■ TASK TO CARRY OUT: All of the data below is to be copied again without changes.

Stored items from a collection

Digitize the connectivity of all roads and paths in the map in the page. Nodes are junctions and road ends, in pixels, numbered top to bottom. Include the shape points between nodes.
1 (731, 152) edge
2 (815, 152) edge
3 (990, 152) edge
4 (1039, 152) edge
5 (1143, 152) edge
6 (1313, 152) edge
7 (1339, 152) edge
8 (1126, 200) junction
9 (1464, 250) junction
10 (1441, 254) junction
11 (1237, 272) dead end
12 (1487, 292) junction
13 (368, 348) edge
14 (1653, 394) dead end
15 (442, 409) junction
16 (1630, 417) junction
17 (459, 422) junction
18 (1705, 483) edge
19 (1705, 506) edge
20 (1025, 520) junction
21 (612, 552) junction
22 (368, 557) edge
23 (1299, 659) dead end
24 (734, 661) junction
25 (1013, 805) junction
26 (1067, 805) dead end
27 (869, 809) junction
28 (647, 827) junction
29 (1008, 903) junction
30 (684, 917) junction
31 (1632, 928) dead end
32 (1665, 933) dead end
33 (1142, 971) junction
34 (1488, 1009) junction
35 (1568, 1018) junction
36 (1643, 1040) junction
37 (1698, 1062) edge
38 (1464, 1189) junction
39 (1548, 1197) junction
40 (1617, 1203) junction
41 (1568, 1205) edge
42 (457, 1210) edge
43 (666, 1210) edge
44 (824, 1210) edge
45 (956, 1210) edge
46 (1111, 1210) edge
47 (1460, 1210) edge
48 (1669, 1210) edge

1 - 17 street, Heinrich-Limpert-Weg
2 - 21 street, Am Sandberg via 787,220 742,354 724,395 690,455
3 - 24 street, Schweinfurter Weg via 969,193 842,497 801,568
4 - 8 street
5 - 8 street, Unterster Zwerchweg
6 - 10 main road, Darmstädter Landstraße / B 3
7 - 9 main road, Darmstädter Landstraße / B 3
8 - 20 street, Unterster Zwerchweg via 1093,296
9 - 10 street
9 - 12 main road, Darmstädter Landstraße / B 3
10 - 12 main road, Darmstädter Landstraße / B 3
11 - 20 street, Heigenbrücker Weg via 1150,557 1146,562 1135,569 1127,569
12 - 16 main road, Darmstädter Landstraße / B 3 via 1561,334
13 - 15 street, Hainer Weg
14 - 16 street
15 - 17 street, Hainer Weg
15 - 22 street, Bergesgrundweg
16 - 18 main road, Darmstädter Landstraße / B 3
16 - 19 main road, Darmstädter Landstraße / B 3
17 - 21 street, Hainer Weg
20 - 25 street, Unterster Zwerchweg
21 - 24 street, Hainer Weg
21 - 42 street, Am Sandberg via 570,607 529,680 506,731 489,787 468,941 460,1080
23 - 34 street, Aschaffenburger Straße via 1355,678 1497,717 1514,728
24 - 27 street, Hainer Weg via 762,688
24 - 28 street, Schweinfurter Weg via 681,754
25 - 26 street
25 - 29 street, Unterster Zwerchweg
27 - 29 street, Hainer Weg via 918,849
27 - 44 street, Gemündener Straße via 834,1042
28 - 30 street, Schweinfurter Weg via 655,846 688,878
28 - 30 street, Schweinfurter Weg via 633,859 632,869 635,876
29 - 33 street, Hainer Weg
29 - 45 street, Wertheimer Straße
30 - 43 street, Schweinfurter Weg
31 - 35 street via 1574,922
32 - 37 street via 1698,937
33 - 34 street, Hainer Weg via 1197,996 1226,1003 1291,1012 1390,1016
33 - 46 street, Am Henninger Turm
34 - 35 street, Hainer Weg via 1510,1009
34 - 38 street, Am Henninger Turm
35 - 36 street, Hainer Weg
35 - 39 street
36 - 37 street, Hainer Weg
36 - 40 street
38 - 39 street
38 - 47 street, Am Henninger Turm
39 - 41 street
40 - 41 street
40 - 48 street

■ TASK ANSWER:
Digitize the connectivity of all roads and paths in the map in the page. Nodes are junctions and road ends, in pixels, numbered top to bottom. Include the shape points between nodes.
1 (731, 152) edge
2 (815, 152) edge
3 (990, 152) edge
4 (1039, 152) edge
5 (1143, 152) edge
6 (1313, 152) edge
7 (1339, 152) edge
8 (1126, 200) junction
9 (1464, 250) junction
10 (1441, 254) junction
11 (1237, 272) dead end
12 (1487, 292) junction
13 (368, 348) edge
14 (1653, 394) dead end
15 (442, 409) junction
16 (1630, 417) junction
17 (459, 422) junction
18 (1705, 483) edge
19 (1705, 506) edge
20 (1025, 520) junction
21 (612, 552) junction
22 (368, 557) edge
23 (1299, 659) dead end
24 (734, 661) junction
25 (1013, 805) junction
26 (1067, 805) dead end
27 (869, 809) junction
28 (647, 827) junction
29 (1008, 903) junction
30 (684, 917) junction
31 (1632, 928) dead end
32 (1665, 933) dead end
33 (1142, 971) junction
34 (1488, 1009) junction
35 (1568, 1018) junction
36 (1643, 1040) junction
37 (1698, 1062) edge
38 (1464, 1189) junction
39 (1548, 1197) junction
40 (1617, 1203) junction
41 (1568, 1205) edge
42 (457, 1210) edge
43 (666, 1210) edge
44 (824, 1210) edge
45 (956, 1210) edge
46 (1111, 1210) edge
47 (1460, 1210) edge
48 (1669, 1210) edge

1 - 17 street, Heinrich-Limpert-Weg
2 - 21 street, Am Sandberg via 787,220 742,354 724,395 690,455
3 - 24 street, Schweinfurter Weg via 969,193 842,497 801,568
4 - 8 street
5 - 8 street, Unterster Zwerchweg
6 - 10 main road, Darmstädter Landstraße / B 3
7 - 9 main road, Darmstädter Landstraße / B 3
8 - 20 street, Unterster Zwerchweg via 1093,296
9 - 10 street
9 - 12 main road, Darmstädter Landstraße / B 3
10 - 12 main road, Darmstädter Landstraße / B 3
11 - 20 street, Heigenbrücker Weg via 1150,557 1146,562 1135,569 1127,569
12 - 16 main road, Darmstädter Landstraße / B 3 via 1561,334
13 - 15 street, Hainer Weg
14 - 16 street
15 - 17 street, Hainer Weg
15 - 22 street, Bergesgrundweg
16 - 18 main road, Darmstädter Landstraße / B 3
16 - 19 main road, Darmstädter Landstraße / B 3
17 - 21 street, Hainer Weg
20 - 25 street, Unterster Zwerchweg
21 - 24 street, Hainer Weg
21 - 42 street, Am Sandberg via 570,607 529,680 506,731 489,787 468,941 460,1080
23 - 34 street, Aschaffenburger Straße via 1355,678 1497,717 1514,728
24 - 27 street, Hainer Weg via 762,688
24 - 28 street, Schweinfurter Weg via 681,754
25 - 26 street
25 - 29 street, Unterster Zwerchweg
27 - 29 street, Hainer Weg via 918,849
27 - 44 street, Gemündener Straße via 834,1042
28 - 30 street, Schweinfurter Weg via 655,846 688,878
28 - 30 street, Schweinfurter Weg via 633,859 632,869 635,876
29 - 33 street, Hainer Weg
29 - 45 street, Wertheimer Straße
30 - 43 street, Schweinfurter Weg
31 - 35 street via 1574,922
32 - 37 street via 1698,937
33 - 34 street, Hainer Weg via 1197,996 1226,1003 1291,1012 1390,1016
33 - 46 street, Am Henninger Turm
34 - 35 street, Hainer Weg via 1510,1009
34 - 38 street, Am Henninger Turm
35 - 36 street, Hainer Weg
35 - 39 street
36 - 37 street, Hainer Weg
36 - 40 street
38 - 39 street
38 - 47 street, Am Henninger Turm
39 - 41 street
40 - 41 street
40 - 48 street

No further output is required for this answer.